The role of discretization scales in causal inference with continuous-time treatment

There are well-established methods for identifying the causal effect of a time-varying treatment applied at discrete time points. However, in the real world, many treatments are continuous or have a finer time scale than the one used for measurement or analysis. While researchers have investigated the discrepancies between estimates under varying discretization scales using simulations and empirical data, it is still unclear how the choice of discretization scale affects causal inference. To address this gap, we present a framework to understand how discretization scales impact the properties of causal inferences about the effect of a time-varying treatment. We introduce the concept of "identification bias", which is the difference between the causal estimand for a continuous-time treatment and the purported estimand of a discretized version of the treatment. We show that this bias can persist even with an infinite number of longitudinal treatment-outcome trajectories. We specifically examine the identification problem in a class of linear stochastic continuous-time data-generating processes and demonstrate the identification bias of the g-formula in this context. Our findings indicate that discretization bias can significantly impact empirical analysis, especially when there are limited repeated measurements. Therefore, we recommend that researchers carefully consider the choice of discretization scale and perform sensitivity analysis to address this bias. We also propose a simple and heuristic quantitative measure for sensitivity concerning discretization and suggest that researchers report this measure along with point and interval estimates in their work. By doing so, researchers can better understand and address the potential impact of discretization bias on causal inference.

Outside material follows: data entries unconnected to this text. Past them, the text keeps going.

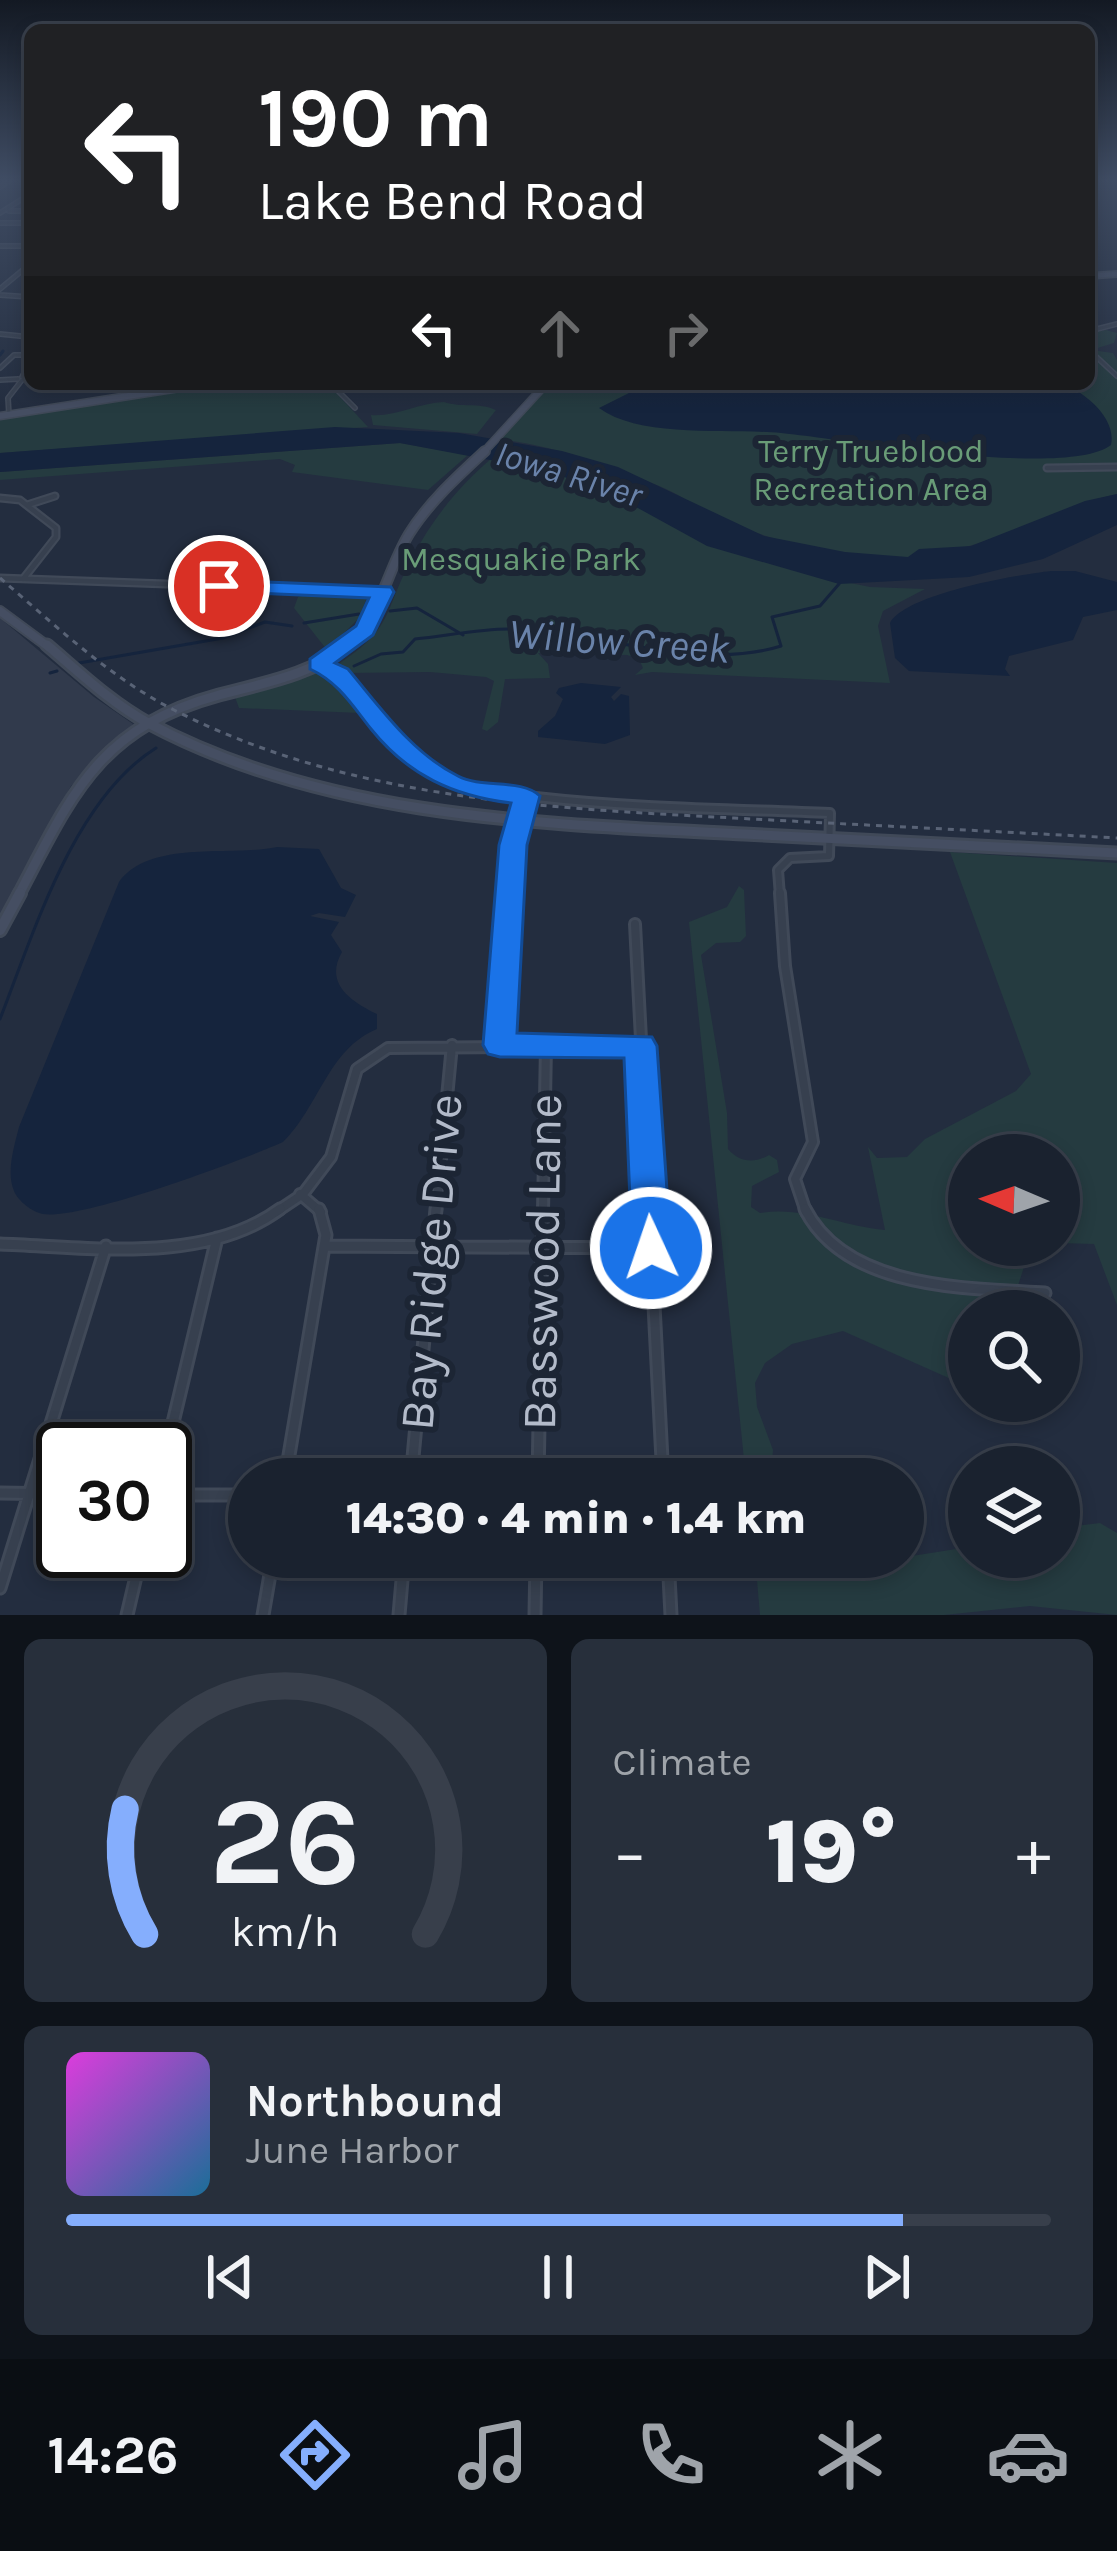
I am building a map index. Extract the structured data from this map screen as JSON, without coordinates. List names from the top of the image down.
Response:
{
  "streets": {
    "street": ["Bay Ridge Drive", "Basswood Lane"]
  },
  "water": ["Iowa River", "Willow Creek"],
  "parks": ["Terry Trueblood Recreation Area", "Mesquakie Park"],
  "north": "left",
  "page": {
    "turn": ["190 m", "Lake Bend Road"],
    "limit": "30",
    "trip": "14:30 · 4 min · 1.4 km",
    "tile": "Climate",
    "heat": ["−", "19°", "+"],
    "song": ["Northbound", "June Harbor"],
    "tabs": "14:26",
    "gauge": ["26", "km/h"]
  }
}
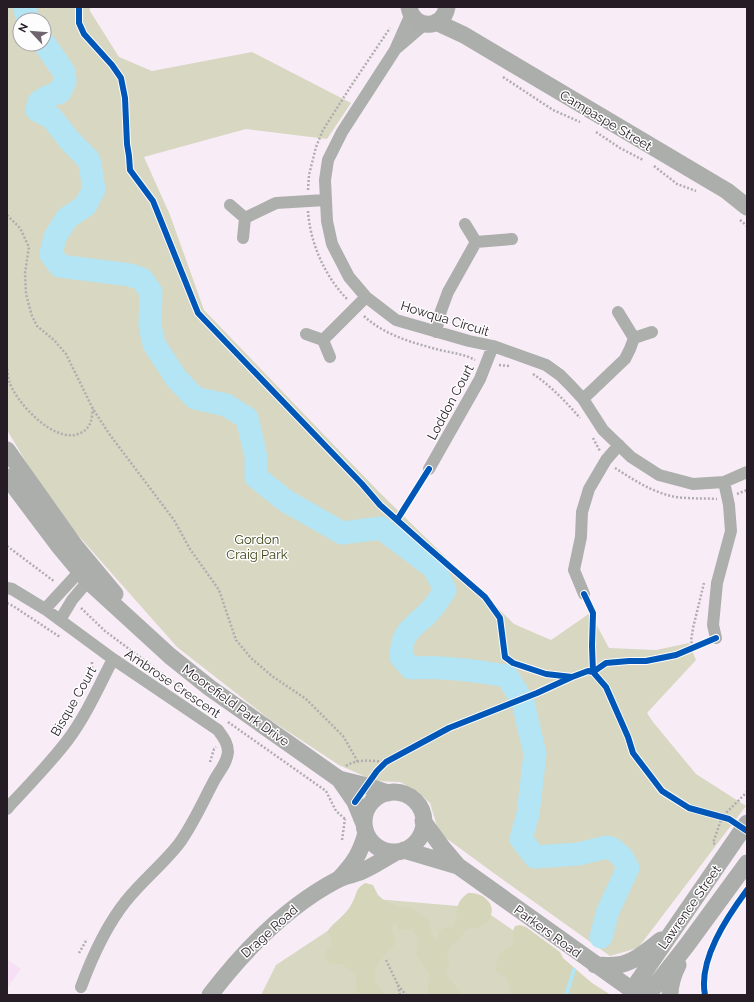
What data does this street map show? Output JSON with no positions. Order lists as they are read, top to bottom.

翻译：在离散时间点施加时变处理的因果效应识别已有成熟方法。然而，现实世界中许多处理是连续的，或具有比测量或分析所用时间尺度更精细的时间尺度。尽管研究人员已基于模拟和实证数据探讨了不同离散化尺度下估计值的差异，但离散化尺度的选择如何影响因果推断仍不清晰。为弥补这一空白，我们提出一个框架来理解离散化尺度如何影响时变处理效应的因果推断性质。我们引入"识别偏差"概念，即连续时间处理的因果估计量与其离散化版本声称的估计量之间的差异。我们证明即使拥有无限多的纵向处理-结果轨迹，该偏差仍可能持续存在。我们专门在一类线性随机连续时间数据生成过程中检验识别问题，并展示该背景下g公式的识别偏差。研究结果表明，离散化偏差可能显著影响实证分析，尤其是在重复测量次数有限的情况下。因此，我们建议研究人员审慎选择离散化尺度，并通过敏感性分析应对此类偏差。此外，我们提出一种简单启发式的离散化敏感性定量度量方法，建议研究人员在报告点估计和区间估计时一并报告该度量。通过这种方式，研究人员能够更好地理解和应对离散化偏差对因果推断的潜在影响。